-- Record extracts follows --

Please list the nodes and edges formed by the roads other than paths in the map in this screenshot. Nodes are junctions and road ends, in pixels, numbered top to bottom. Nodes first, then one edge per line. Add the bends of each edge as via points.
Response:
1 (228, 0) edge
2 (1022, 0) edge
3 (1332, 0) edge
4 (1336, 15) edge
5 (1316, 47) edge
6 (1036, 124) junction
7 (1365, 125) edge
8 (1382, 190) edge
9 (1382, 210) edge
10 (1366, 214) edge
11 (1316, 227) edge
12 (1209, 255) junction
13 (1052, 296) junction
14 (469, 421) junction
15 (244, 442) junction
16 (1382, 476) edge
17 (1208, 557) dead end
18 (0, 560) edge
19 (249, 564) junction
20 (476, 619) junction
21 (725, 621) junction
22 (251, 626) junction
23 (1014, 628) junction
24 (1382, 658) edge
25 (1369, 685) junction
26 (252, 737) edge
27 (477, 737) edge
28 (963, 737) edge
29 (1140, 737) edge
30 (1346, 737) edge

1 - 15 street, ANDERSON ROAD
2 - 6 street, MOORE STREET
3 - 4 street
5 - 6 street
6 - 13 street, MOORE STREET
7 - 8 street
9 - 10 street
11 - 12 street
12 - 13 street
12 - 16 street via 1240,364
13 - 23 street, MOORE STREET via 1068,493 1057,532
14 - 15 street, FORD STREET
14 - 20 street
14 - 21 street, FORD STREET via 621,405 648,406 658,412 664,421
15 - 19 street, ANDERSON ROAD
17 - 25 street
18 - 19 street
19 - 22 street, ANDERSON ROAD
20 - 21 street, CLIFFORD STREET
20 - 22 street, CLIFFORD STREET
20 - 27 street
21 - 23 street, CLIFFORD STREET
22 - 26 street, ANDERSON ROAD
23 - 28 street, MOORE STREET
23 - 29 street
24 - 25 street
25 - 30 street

-- Record extracts concluded --

_Prompt_: All of the entries above must be output word for word.

_Task output_:
Please list the nodes and edges formed by the roads other than paths in the map in this screenshot. Nodes are junctions and road ends, in pixels, numbered top to bottom. Nodes first, then one edge per line. Add the bends of each edge as via points.
Response:
1 (228, 0) edge
2 (1022, 0) edge
3 (1332, 0) edge
4 (1336, 15) edge
5 (1316, 47) edge
6 (1036, 124) junction
7 (1365, 125) edge
8 (1382, 190) edge
9 (1382, 210) edge
10 (1366, 214) edge
11 (1316, 227) edge
12 (1209, 255) junction
13 (1052, 296) junction
14 (469, 421) junction
15 (244, 442) junction
16 (1382, 476) edge
17 (1208, 557) dead end
18 (0, 560) edge
19 (249, 564) junction
20 (476, 619) junction
21 (725, 621) junction
22 (251, 626) junction
23 (1014, 628) junction
24 (1382, 658) edge
25 (1369, 685) junction
26 (252, 737) edge
27 (477, 737) edge
28 (963, 737) edge
29 (1140, 737) edge
30 (1346, 737) edge

1 - 15 street, ANDERSON ROAD
2 - 6 street, MOORE STREET
3 - 4 street
5 - 6 street
6 - 13 street, MOORE STREET
7 - 8 street
9 - 10 street
11 - 12 street
12 - 13 street
12 - 16 street via 1240,364
13 - 23 street, MOORE STREET via 1068,493 1057,532
14 - 15 street, FORD STREET
14 - 20 street
14 - 21 street, FORD STREET via 621,405 648,406 658,412 664,421
15 - 19 street, ANDERSON ROAD
17 - 25 street
18 - 19 street
19 - 22 street, ANDERSON ROAD
20 - 21 street, CLIFFORD STREET
20 - 22 street, CLIFFORD STREET
20 - 27 street
21 - 23 street, CLIFFORD STREET
22 - 26 street, ANDERSON ROAD
23 - 28 street, MOORE STREET
23 - 29 street
24 - 25 street
25 - 30 street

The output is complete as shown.